Are make-up dupes a way for people on a budget to access cosmetics they otherwise couldn’t afford or are they just a glorified copy of someone else's work?

Getting something cheaper than it should be is exhilarating for us students. Whether it’s spending just £6 on three trebles in Bijoux, or shopping at Grainger Market after blowing your student loan in Jesmond’s Tesco, it’s a true thrill saving tens of pounds. And it’s the same with beauty. Make-up dupes are, more than ever, storming our high streets with brands such as Make-up Revolution, Sleek and MUA shamelessly replicating products for those who can’t bare the extortionate prices of premium brands, including us students. Online beauty bloggers and beauty magazines are forever hunting for that cheaper alternative, and the internet is filled with articles about where to find the best dupes for beauty, fashion and skincare - it’s hard to ignore it!

Online beauty bloggers and beauty magazines are forever hunting for that cheaper alternative.

Just like Bijoux or Grainger Market, how can we complain if it’s a similar quality at a cheaper price?
Just look at w7’s ‘In the Buff Palette’ or MUA’s ‘Undress Me Palette’ as dupes of Urban Decay’s ‘Naked 2,’ a holy grail amongst make-up lovers. Alongside the shades, finishes and overall design of the palettes, even the names of each shade follow the same theme. Hurrah for us bargain hunting customers; saving us almost £35 of our hard-earned cash! But not so much for American make-up giant, Urban Decay.

As described by Debenhams, the Naked 2 palette became “the most anticipated sequel of the decade,” and as expected, this eyeshadow palette became every make-up-lovers best friend. But like many other premium beauty brands, Urban Decay will have spent months, or even years, perfecting Naked 2 before it flooded the shelves of Fenwick, Selfridges, and Debenhams. The theme, formulas and design will have been both an expensive and time-consuming task for the team at Urban Decay -  the next big thing doesn’t happen overnight.

Premium brands are ‘premium’ for a reason and the price tag is down to the pure hard work and expensive ingredients in each product. So as make-up lovers, should we really be ignoring the hard work behind premium brands and neglecting them for the cheaper copies we see on the high street?

Arguably, premium brands have been known in the past to bump up their prices just because of that all-important logo. And arguably, affordable brands have also been known to be better quality than their expensive rivals. But, there are still some honest premium brands in the business and, at the moment, it seems unfair for low-end brands to obviously steal ideas and plant them on the high street at a fraction of the price.

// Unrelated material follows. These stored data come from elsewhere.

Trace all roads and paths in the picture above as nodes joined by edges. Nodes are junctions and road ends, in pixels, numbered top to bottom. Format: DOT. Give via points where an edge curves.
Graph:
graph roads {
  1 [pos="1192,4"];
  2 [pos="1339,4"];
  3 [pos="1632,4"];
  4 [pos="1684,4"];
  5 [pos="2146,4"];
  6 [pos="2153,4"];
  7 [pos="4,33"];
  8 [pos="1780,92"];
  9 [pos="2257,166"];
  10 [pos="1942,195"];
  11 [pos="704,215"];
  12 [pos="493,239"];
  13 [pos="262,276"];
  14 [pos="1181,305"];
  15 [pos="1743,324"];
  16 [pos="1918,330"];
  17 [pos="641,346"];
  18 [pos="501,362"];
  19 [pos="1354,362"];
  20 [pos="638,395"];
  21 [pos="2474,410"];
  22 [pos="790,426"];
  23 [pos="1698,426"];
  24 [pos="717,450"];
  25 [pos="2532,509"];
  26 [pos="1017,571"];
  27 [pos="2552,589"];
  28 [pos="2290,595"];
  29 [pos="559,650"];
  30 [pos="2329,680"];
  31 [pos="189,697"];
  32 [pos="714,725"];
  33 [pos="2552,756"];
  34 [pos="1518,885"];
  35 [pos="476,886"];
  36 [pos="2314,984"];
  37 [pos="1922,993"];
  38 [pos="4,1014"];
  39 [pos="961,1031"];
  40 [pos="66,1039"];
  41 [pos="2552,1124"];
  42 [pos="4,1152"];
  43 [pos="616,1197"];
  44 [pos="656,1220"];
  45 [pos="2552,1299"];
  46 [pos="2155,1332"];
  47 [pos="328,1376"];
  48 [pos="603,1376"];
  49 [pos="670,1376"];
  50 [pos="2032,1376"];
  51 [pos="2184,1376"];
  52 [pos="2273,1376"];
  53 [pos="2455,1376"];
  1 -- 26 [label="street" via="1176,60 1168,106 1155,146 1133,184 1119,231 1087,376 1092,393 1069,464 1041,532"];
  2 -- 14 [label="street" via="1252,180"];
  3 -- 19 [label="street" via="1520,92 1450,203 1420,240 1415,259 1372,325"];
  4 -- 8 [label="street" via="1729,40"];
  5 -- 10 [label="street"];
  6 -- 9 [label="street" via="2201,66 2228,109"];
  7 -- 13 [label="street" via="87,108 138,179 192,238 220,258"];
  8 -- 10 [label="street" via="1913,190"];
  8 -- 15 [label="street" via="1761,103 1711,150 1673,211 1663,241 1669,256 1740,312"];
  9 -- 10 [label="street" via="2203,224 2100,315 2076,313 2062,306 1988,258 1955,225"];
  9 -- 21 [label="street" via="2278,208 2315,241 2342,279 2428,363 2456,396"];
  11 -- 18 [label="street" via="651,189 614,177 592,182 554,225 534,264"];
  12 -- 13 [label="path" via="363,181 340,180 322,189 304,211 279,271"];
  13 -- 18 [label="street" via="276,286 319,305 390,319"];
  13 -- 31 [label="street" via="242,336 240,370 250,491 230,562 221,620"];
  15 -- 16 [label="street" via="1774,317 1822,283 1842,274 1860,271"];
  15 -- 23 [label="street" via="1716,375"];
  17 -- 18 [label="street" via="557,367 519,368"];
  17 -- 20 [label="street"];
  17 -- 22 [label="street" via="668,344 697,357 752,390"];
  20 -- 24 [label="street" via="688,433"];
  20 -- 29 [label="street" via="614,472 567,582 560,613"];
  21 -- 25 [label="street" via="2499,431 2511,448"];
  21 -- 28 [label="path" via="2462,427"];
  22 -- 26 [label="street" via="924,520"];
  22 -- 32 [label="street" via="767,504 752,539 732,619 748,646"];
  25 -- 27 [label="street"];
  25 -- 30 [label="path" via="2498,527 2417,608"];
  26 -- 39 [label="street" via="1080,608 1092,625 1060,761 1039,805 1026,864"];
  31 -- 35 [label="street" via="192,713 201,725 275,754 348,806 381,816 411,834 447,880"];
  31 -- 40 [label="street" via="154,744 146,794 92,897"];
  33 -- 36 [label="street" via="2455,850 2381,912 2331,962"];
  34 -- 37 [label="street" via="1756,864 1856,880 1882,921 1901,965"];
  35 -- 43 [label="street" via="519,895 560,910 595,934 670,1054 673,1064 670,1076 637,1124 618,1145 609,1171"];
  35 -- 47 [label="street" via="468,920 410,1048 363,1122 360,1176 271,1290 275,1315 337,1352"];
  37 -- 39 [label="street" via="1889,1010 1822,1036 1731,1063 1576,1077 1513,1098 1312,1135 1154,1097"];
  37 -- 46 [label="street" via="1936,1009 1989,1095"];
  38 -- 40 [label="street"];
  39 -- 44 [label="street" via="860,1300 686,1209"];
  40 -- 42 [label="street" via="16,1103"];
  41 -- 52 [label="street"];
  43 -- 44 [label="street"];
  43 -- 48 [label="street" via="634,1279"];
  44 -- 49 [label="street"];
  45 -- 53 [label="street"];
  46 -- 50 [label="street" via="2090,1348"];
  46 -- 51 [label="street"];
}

Urban Decay aren’t the only brand to have been duped. Anastasia Beverly Hills’ DIPBROW pomade has also been famously copied by NYX’s ‘Tame and Frame’ alongside NARS’ ‘Orgasm’ blush by Sleek with their ‘Rose Gold’. And it doesn’t stop there. I love a bargain as much as the next person but before rushing for that next top dupe, do a little research, find out whether the premium version is fab or a fad, and take into consideration the fairness, the hard work and the expense behind that £40 product. And if you’re not convinced? Then dupe it.